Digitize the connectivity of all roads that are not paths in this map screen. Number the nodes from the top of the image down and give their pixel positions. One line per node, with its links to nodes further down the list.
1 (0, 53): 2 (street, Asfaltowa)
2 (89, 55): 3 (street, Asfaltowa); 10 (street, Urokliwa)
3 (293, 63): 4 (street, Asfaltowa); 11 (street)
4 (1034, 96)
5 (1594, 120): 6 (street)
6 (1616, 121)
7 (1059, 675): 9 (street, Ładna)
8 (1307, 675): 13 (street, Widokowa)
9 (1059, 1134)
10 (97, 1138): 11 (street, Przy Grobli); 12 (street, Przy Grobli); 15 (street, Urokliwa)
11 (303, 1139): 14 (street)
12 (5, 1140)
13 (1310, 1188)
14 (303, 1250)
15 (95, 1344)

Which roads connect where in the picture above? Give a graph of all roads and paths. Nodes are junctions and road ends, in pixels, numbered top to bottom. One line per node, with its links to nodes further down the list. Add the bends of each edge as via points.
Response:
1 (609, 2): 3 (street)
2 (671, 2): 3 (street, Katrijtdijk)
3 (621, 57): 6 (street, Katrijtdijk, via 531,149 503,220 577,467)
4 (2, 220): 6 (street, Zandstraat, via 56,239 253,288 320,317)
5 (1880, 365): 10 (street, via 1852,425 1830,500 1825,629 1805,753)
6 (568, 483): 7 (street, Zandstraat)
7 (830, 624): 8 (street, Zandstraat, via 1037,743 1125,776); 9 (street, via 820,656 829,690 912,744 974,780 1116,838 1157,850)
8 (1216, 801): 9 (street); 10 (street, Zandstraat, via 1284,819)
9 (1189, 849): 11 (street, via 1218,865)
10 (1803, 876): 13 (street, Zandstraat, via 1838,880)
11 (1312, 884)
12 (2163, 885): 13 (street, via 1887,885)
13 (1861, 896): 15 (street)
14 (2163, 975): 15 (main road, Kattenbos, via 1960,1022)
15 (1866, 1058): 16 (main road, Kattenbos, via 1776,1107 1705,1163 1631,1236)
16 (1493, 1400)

○ ○ ○

### THE TASK
Please output all the lines above exactly as given.

### SOLVED PROBLEM
Digitize the connectivity of all roads that are not paths in this map screen. Number the nodes from the top of the image down and give their pixel positions. One line per node, with its links to nodes further down the list.
1 (0, 53): 2 (street, Asfaltowa)
2 (89, 55): 3 (street, Asfaltowa); 10 (street, Urokliwa)
3 (293, 63): 4 (street, Asfaltowa); 11 (street)
4 (1034, 96)
5 (1594, 120): 6 (street)
6 (1616, 121)
7 (1059, 675): 9 (street, Ładna)
8 (1307, 675): 13 (street, Widokowa)
9 (1059, 1134)
10 (97, 1138): 11 (street, Przy Grobli); 12 (street, Przy Grobli); 15 (street, Urokliwa)
11 (303, 1139): 14 (street)
12 (5, 1140)
13 (1310, 1188)
14 (303, 1250)
15 (95, 1344)

Which roads connect where in the picture above? Give a graph of all roads and paths. Nodes are junctions and road ends, in pixels, numbered top to bottom. One line per node, with its links to nodes further down the list. Add the bends of each edge as via points.
Response:
1 (609, 2): 3 (street)
2 (671, 2): 3 (street, Katrijtdijk)
3 (621, 57): 6 (street, Katrijtdijk, via 531,149 503,220 577,467)
4 (2, 220): 6 (street, Zandstraat, via 56,239 253,288 320,317)
5 (1880, 365): 10 (street, via 1852,425 1830,500 1825,629 1805,753)
6 (568, 483): 7 (street, Zandstraat)
7 (830, 624): 8 (street, Zandstraat, via 1037,743 1125,776); 9 (street, via 820,656 829,690 912,744 974,780 1116,838 1157,850)
8 (1216, 801): 9 (street); 10 (street, Zandstraat, via 1284,819)
9 (1189, 849): 11 (street, via 1218,865)
10 (1803, 876): 13 (street, Zandstraat, via 1838,880)
11 (1312, 884)
12 (2163, 885): 13 (street, via 1887,885)
13 (1861, 896): 15 (street)
14 (2163, 975): 15 (main road, Kattenbos, via 1960,1022)
15 (1866, 1058): 16 (main road, Kattenbos, via 1776,1107 1705,1163 1631,1236)
16 (1493, 1400)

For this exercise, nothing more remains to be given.